> [Data for this task]
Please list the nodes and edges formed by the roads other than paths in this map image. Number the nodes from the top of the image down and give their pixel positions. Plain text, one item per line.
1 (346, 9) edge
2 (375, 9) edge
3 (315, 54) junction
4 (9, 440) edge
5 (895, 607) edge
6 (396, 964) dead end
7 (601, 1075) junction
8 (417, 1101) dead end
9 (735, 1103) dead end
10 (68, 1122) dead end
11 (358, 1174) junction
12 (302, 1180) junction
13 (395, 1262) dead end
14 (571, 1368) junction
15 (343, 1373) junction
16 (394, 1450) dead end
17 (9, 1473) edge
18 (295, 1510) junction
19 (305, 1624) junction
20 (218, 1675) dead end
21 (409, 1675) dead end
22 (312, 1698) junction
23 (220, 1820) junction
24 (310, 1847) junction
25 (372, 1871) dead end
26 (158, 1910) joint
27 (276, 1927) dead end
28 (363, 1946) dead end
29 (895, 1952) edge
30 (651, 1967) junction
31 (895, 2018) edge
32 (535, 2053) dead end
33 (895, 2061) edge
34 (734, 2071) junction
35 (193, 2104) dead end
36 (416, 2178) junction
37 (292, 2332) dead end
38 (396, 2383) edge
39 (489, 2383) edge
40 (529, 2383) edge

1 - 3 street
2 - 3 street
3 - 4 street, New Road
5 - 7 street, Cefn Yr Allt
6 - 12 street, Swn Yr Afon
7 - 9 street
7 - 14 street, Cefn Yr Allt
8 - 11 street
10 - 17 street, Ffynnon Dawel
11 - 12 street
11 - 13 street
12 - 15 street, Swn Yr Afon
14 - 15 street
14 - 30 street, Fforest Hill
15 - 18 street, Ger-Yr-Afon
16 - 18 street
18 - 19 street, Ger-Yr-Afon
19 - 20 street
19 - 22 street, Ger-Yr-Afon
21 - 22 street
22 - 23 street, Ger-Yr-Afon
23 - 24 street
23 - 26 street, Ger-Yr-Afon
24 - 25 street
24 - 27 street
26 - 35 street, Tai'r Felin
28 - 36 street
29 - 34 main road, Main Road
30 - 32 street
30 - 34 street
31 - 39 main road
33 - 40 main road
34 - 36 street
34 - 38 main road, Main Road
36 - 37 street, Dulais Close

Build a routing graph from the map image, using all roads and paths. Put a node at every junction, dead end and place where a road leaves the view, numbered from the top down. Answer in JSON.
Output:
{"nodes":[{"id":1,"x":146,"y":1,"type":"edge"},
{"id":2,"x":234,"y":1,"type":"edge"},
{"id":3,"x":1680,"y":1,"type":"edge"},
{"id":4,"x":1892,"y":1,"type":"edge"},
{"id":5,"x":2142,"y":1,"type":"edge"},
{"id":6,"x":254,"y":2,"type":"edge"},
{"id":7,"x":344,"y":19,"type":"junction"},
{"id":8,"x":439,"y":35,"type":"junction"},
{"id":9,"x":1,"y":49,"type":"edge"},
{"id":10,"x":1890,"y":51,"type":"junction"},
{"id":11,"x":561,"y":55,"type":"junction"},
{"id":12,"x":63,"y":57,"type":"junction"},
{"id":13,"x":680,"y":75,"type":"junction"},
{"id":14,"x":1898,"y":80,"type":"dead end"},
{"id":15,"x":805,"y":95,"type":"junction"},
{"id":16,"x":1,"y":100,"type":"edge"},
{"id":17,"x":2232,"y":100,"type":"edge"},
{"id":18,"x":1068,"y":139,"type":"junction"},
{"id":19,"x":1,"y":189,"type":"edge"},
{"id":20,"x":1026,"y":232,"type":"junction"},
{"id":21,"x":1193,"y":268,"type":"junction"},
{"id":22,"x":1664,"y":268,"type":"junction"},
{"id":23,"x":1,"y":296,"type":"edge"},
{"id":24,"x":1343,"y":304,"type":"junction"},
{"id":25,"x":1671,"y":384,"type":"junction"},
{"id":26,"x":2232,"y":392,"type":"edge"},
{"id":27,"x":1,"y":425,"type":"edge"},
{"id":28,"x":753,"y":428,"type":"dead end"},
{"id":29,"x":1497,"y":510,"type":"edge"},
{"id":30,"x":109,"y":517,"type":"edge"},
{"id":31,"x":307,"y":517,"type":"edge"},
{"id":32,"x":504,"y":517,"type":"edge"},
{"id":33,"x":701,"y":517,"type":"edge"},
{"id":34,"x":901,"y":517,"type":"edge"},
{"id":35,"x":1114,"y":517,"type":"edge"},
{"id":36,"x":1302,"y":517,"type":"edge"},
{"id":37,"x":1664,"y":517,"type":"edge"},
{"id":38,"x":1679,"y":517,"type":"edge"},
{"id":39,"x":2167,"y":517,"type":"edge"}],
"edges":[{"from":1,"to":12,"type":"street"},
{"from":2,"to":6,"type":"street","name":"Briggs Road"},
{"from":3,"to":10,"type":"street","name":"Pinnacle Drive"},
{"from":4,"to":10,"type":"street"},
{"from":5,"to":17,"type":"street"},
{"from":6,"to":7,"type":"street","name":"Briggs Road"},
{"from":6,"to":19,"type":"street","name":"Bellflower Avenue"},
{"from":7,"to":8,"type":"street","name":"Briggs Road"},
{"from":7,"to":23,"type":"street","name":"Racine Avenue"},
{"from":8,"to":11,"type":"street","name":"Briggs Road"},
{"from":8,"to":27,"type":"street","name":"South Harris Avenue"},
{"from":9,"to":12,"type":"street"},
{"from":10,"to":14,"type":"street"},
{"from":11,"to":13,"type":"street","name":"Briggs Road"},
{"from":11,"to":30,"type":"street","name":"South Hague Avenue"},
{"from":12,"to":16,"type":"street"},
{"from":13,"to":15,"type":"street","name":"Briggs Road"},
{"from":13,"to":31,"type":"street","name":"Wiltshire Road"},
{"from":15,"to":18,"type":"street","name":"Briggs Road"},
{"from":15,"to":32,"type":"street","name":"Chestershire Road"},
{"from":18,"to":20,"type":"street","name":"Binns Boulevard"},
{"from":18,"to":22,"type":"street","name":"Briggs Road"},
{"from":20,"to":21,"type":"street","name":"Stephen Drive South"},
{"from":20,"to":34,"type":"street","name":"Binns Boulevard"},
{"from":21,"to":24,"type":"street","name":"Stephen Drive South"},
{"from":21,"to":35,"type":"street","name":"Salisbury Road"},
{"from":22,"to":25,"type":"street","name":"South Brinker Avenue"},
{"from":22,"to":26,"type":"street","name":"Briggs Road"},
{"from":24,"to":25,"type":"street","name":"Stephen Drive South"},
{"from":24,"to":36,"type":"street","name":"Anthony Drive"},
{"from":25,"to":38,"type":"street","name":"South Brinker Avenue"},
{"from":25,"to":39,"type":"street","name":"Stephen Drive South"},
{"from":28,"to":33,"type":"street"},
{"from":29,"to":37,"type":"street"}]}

> [Exercise prompt]
What you return must match the data line for line.

> [Reply to the task]
Please list the nodes and edges formed by the roads other than paths in this map image. Number the nodes from the top of the image down and give their pixel positions. Plain text, one item per line.
1 (346, 9) edge
2 (375, 9) edge
3 (315, 54) junction
4 (9, 440) edge
5 (895, 607) edge
6 (396, 964) dead end
7 (601, 1075) junction
8 (417, 1101) dead end
9 (735, 1103) dead end
10 (68, 1122) dead end
11 (358, 1174) junction
12 (302, 1180) junction
13 (395, 1262) dead end
14 (571, 1368) junction
15 (343, 1373) junction
16 (394, 1450) dead end
17 (9, 1473) edge
18 (295, 1510) junction
19 (305, 1624) junction
20 (218, 1675) dead end
21 (409, 1675) dead end
22 (312, 1698) junction
23 (220, 1820) junction
24 (310, 1847) junction
25 (372, 1871) dead end
26 (158, 1910) joint
27 (276, 1927) dead end
28 (363, 1946) dead end
29 (895, 1952) edge
30 (651, 1967) junction
31 (895, 2018) edge
32 (535, 2053) dead end
33 (895, 2061) edge
34 (734, 2071) junction
35 (193, 2104) dead end
36 (416, 2178) junction
37 (292, 2332) dead end
38 (396, 2383) edge
39 (489, 2383) edge
40 (529, 2383) edge

1 - 3 street
2 - 3 street
3 - 4 street, New Road
5 - 7 street, Cefn Yr Allt
6 - 12 street, Swn Yr Afon
7 - 9 street
7 - 14 street, Cefn Yr Allt
8 - 11 street
10 - 17 street, Ffynnon Dawel
11 - 12 street
11 - 13 street
12 - 15 street, Swn Yr Afon
14 - 15 street
14 - 30 street, Fforest Hill
15 - 18 street, Ger-Yr-Afon
16 - 18 street
18 - 19 street, Ger-Yr-Afon
19 - 20 street
19 - 22 street, Ger-Yr-Afon
21 - 22 street
22 - 23 street, Ger-Yr-Afon
23 - 24 street
23 - 26 street, Ger-Yr-Afon
24 - 25 street
24 - 27 street
26 - 35 street, Tai'r Felin
28 - 36 street
29 - 34 main road, Main Road
30 - 32 street
30 - 34 street
31 - 39 main road
33 - 40 main road
34 - 36 street
34 - 38 main road, Main Road
36 - 37 street, Dulais Close

Build a routing graph from the map image, using all roads and paths. Put a node at every junction, dead end and place where a road leaves the view, numbered from the top down. Answer in JSON.
Output:
{"nodes":[{"id":1,"x":146,"y":1,"type":"edge"},
{"id":2,"x":234,"y":1,"type":"edge"},
{"id":3,"x":1680,"y":1,"type":"edge"},
{"id":4,"x":1892,"y":1,"type":"edge"},
{"id":5,"x":2142,"y":1,"type":"edge"},
{"id":6,"x":254,"y":2,"type":"edge"},
{"id":7,"x":344,"y":19,"type":"junction"},
{"id":8,"x":439,"y":35,"type":"junction"},
{"id":9,"x":1,"y":49,"type":"edge"},
{"id":10,"x":1890,"y":51,"type":"junction"},
{"id":11,"x":561,"y":55,"type":"junction"},
{"id":12,"x":63,"y":57,"type":"junction"},
{"id":13,"x":680,"y":75,"type":"junction"},
{"id":14,"x":1898,"y":80,"type":"dead end"},
{"id":15,"x":805,"y":95,"type":"junction"},
{"id":16,"x":1,"y":100,"type":"edge"},
{"id":17,"x":2232,"y":100,"type":"edge"},
{"id":18,"x":1068,"y":139,"type":"junction"},
{"id":19,"x":1,"y":189,"type":"edge"},
{"id":20,"x":1026,"y":232,"type":"junction"},
{"id":21,"x":1193,"y":268,"type":"junction"},
{"id":22,"x":1664,"y":268,"type":"junction"},
{"id":23,"x":1,"y":296,"type":"edge"},
{"id":24,"x":1343,"y":304,"type":"junction"},
{"id":25,"x":1671,"y":384,"type":"junction"},
{"id":26,"x":2232,"y":392,"type":"edge"},
{"id":27,"x":1,"y":425,"type":"edge"},
{"id":28,"x":753,"y":428,"type":"dead end"},
{"id":29,"x":1497,"y":510,"type":"edge"},
{"id":30,"x":109,"y":517,"type":"edge"},
{"id":31,"x":307,"y":517,"type":"edge"},
{"id":32,"x":504,"y":517,"type":"edge"},
{"id":33,"x":701,"y":517,"type":"edge"},
{"id":34,"x":901,"y":517,"type":"edge"},
{"id":35,"x":1114,"y":517,"type":"edge"},
{"id":36,"x":1302,"y":517,"type":"edge"},
{"id":37,"x":1664,"y":517,"type":"edge"},
{"id":38,"x":1679,"y":517,"type":"edge"},
{"id":39,"x":2167,"y":517,"type":"edge"}],
"edges":[{"from":1,"to":12,"type":"street"},
{"from":2,"to":6,"type":"street","name":"Briggs Road"},
{"from":3,"to":10,"type":"street","name":"Pinnacle Drive"},
{"from":4,"to":10,"type":"street"},
{"from":5,"to":17,"type":"street"},
{"from":6,"to":7,"type":"street","name":"Briggs Road"},
{"from":6,"to":19,"type":"street","name":"Bellflower Avenue"},
{"from":7,"to":8,"type":"street","name":"Briggs Road"},
{"from":7,"to":23,"type":"street","name":"Racine Avenue"},
{"from":8,"to":11,"type":"street","name":"Briggs Road"},
{"from":8,"to":27,"type":"street","name":"South Harris Avenue"},
{"from":9,"to":12,"type":"street"},
{"from":10,"to":14,"type":"street"},
{"from":11,"to":13,"type":"street","name":"Briggs Road"},
{"from":11,"to":30,"type":"street","name":"South Hague Avenue"},
{"from":12,"to":16,"type":"street"},
{"from":13,"to":15,"type":"street","name":"Briggs Road"},
{"from":13,"to":31,"type":"street","name":"Wiltshire Road"},
{"from":15,"to":18,"type":"street","name":"Briggs Road"},
{"from":15,"to":32,"type":"street","name":"Chestershire Road"},
{"from":18,"to":20,"type":"street","name":"Binns Boulevard"},
{"from":18,"to":22,"type":"street","name":"Briggs Road"},
{"from":20,"to":21,"type":"street","name":"Stephen Drive South"},
{"from":20,"to":34,"type":"street","name":"Binns Boulevard"},
{"from":21,"to":24,"type":"street","name":"Stephen Drive South"},
{"from":21,"to":35,"type":"street","name":"Salisbury Road"},
{"from":22,"to":25,"type":"street","name":"South Brinker Avenue"},
{"from":22,"to":26,"type":"street","name":"Briggs Road"},
{"from":24,"to":25,"type":"street","name":"Stephen Drive South"},
{"from":24,"to":36,"type":"street","name":"Anthony Drive"},
{"from":25,"to":38,"type":"street","name":"South Brinker Avenue"},
{"from":25,"to":39,"type":"street","name":"Stephen Drive South"},
{"from":28,"to":33,"type":"street"},
{"from":29,"to":37,"type":"street"}]}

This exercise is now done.